A U.K. teenager on trial for allegedly launching an Internet attack on a U.S. port on Friday admitted he had never met a key figure in the prosecution's case--namely, his then-girlfriend--in person.
The prosecution argues that Aaron Caffrey launched a distributed denial of service attack (DDoS) in reaction to what he perceived as criticisms of his girlfriend, Jessica. Prosecutors have produced records, or log files, of Internet chats that took place at the time of the attack, and which they say prove that Caffrey had a motive to carry out the attack.
Caffrey argues that the log files were altered or planted on his computer by hackers, who carried out the DDoS attack via his PC in order to cover their tracks.
According to evidence extracted from Caffrey's computer by the Computer Crime Squad at Scotland Yard, the teenager was in a South African chatroom nine days after the 11 September terrorist attacks when a chat participant named Bokkie made abusive remarks about the U.S. The court was told that because Jessica was from the U.S., Caffrey launched a revenge DDoS attack on Bokkie, which resulted in the Port of Houston's servers being knocked offline.

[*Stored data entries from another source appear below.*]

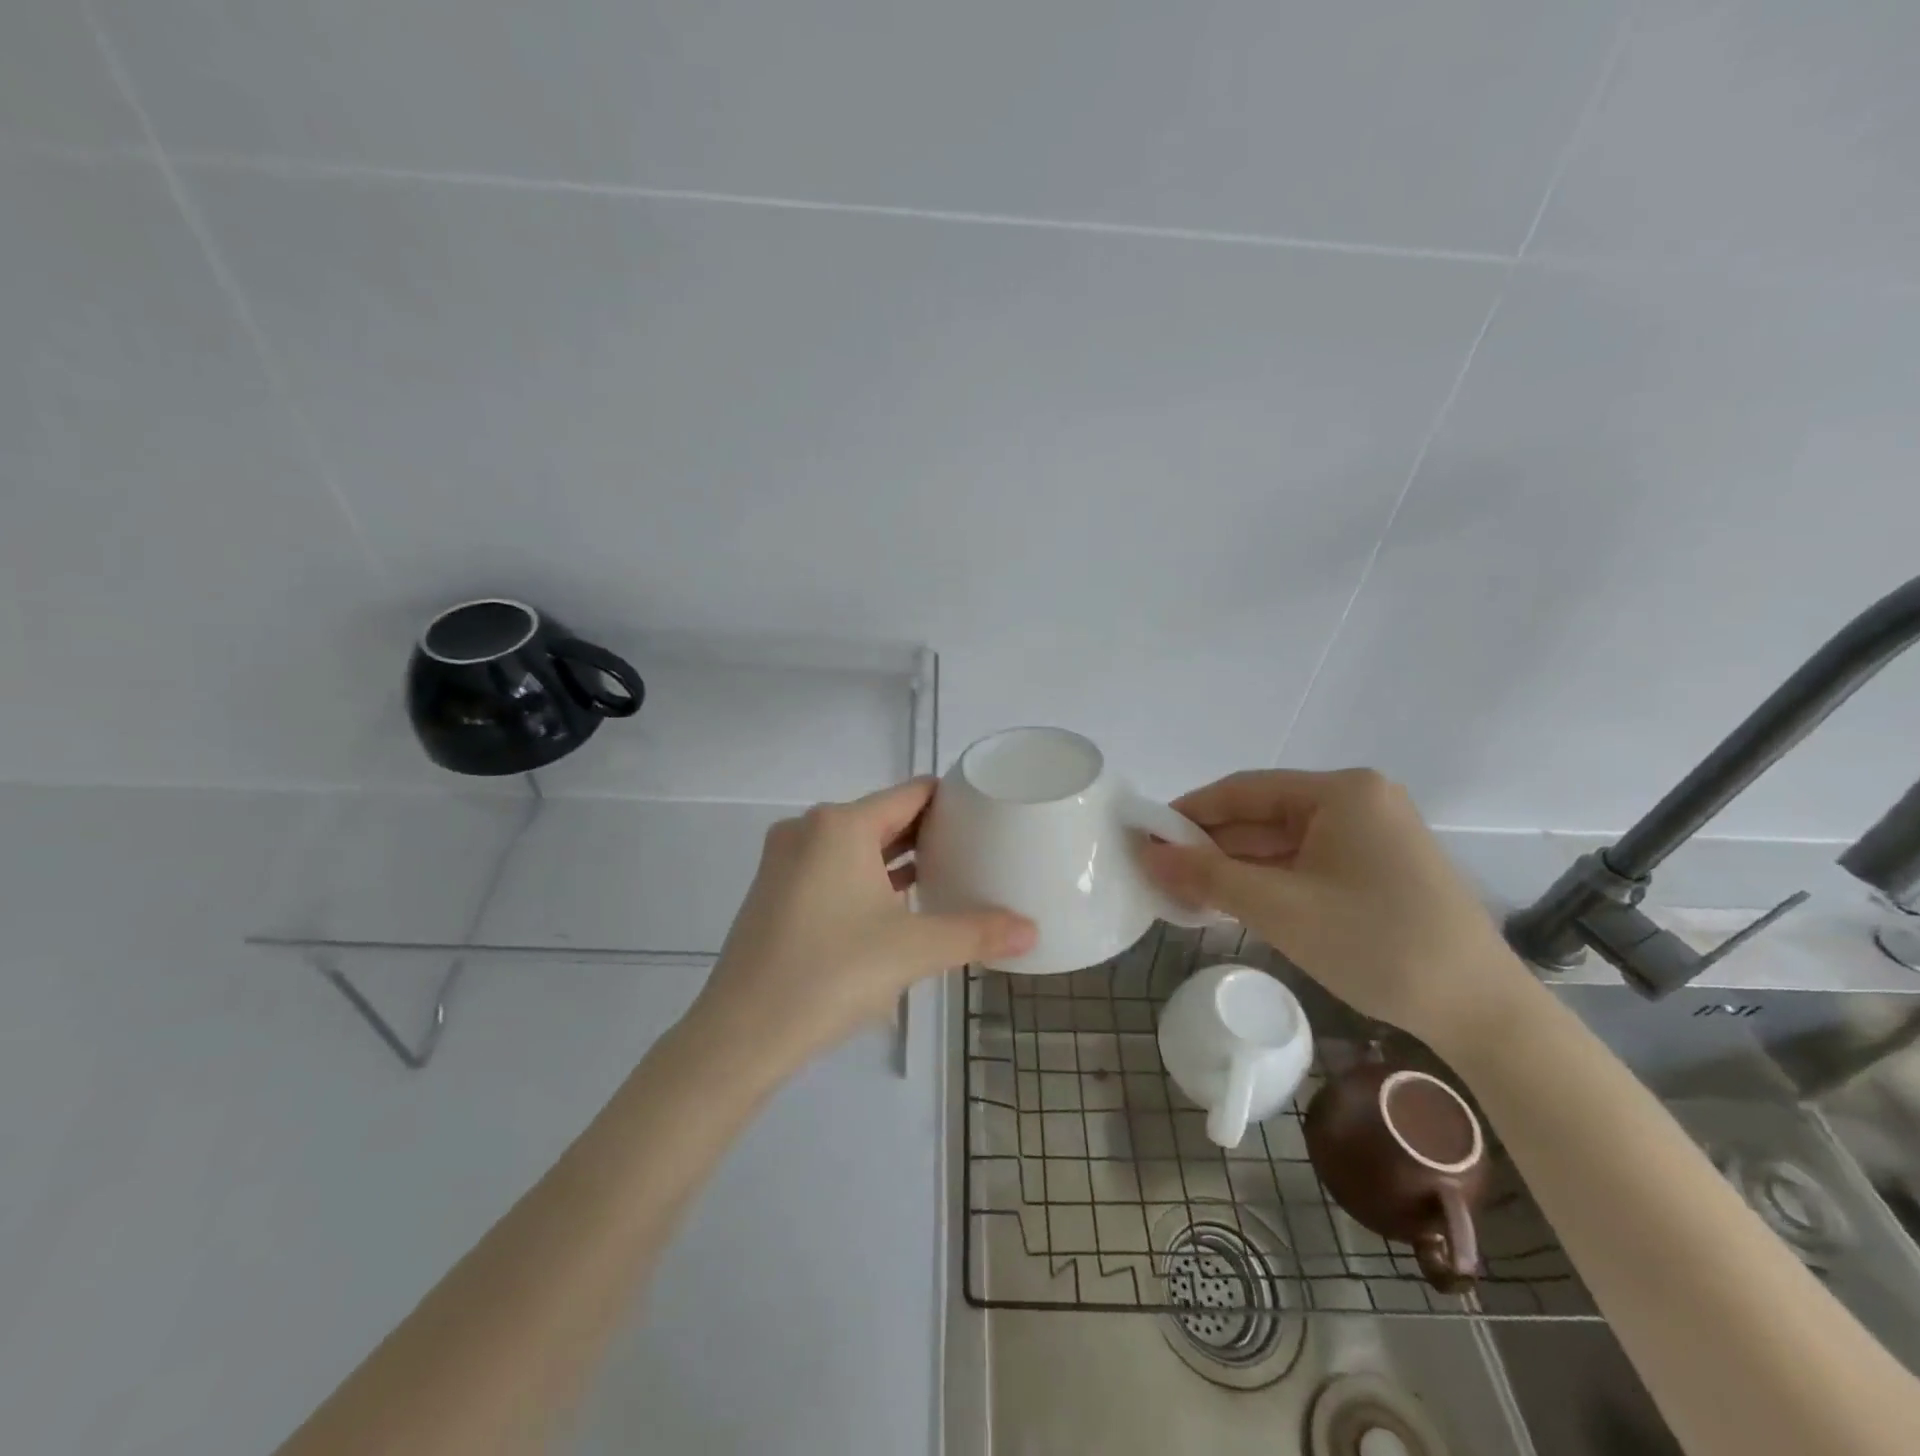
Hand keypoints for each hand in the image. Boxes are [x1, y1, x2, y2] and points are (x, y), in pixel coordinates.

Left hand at [686, 778, 1035, 1078]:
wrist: (740, 1035)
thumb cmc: (831, 974)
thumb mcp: (913, 950)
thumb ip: (976, 933)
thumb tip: (1033, 932)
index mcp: (841, 825)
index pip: (912, 793)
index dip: (953, 800)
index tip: (989, 815)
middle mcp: (809, 830)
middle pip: (884, 816)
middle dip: (930, 831)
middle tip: (978, 848)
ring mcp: (786, 861)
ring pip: (857, 845)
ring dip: (899, 857)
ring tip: (948, 872)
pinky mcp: (776, 892)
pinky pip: (834, 868)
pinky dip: (868, 877)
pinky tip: (899, 904)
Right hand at [1139, 768, 1531, 1052]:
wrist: (1481, 1012)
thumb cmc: (1376, 944)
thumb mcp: (1280, 908)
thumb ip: (1207, 876)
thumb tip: (1146, 855)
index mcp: (1341, 792)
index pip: (1244, 790)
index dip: (1188, 812)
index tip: (1146, 837)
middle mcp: (1358, 801)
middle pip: (1263, 815)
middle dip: (1210, 845)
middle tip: (1159, 871)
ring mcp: (1372, 836)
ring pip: (1282, 842)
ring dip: (1236, 867)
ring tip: (1185, 890)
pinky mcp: (1378, 869)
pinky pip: (1306, 863)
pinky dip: (1268, 881)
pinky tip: (1232, 902)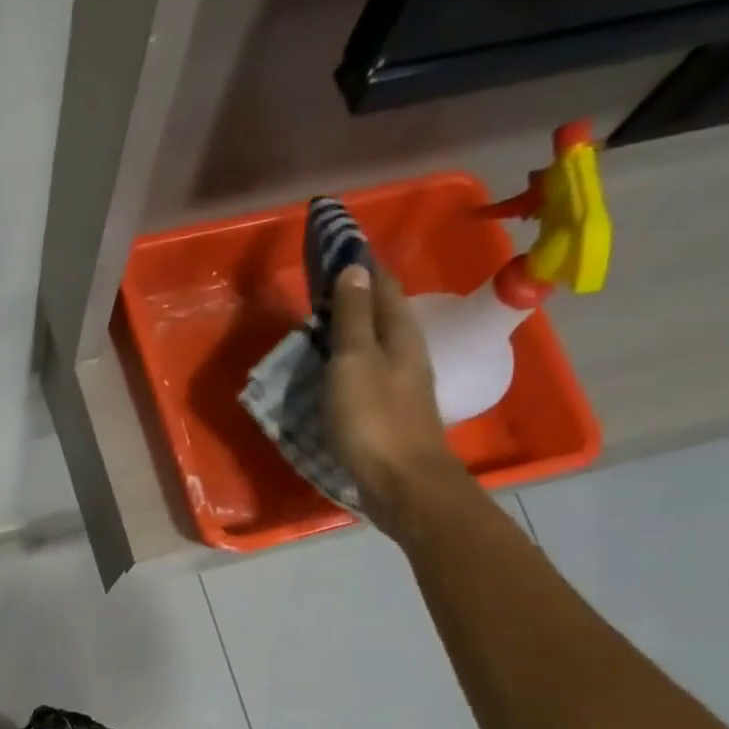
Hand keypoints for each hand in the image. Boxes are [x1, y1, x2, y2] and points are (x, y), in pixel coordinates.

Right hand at [324, 263, 465, 534]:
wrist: (402, 482)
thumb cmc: (373, 418)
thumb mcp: (355, 361)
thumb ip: (354, 317)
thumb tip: (356, 267)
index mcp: (400, 334)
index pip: (382, 285)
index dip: (361, 264)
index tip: (337, 246)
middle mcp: (407, 352)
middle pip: (382, 313)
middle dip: (355, 295)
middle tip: (321, 286)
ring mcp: (402, 384)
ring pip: (376, 343)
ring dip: (352, 330)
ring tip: (321, 325)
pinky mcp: (391, 411)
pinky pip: (368, 372)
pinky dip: (350, 362)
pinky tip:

While giving evidence in Southwark Crown Court on Friday, Caffrey said that although Jessica was his girlfriend at the time, and he had known her for about a year, the relationship had been carried out solely over the Internet--the two had never met in person.
Caffrey also disputed evidence given earlier this week by expert witnesses, including Detective Constable Paul Stunt and Professor Neil Barrett. According to Caffrey, none of the experts had carried out a "thorough investigation" of his computer and they had not allowed him to examine the contents of his hard drive personally.
"They think they know what a Trojan is, but it could be any executable file," said Caffrey. "Did they look at every executable file on my computer? I am sure the answer is no."
Caffrey also disputed Barrett's testimony that if a Trojan had infected Caffrey's computer, it would have left a trace. "It could have had a self-destruct mechanism. After executing, the file could run an algorithm that would write completely random data over its original file," he said.
The case continues.
ZDNet UK's Munir Kotadia reported from London.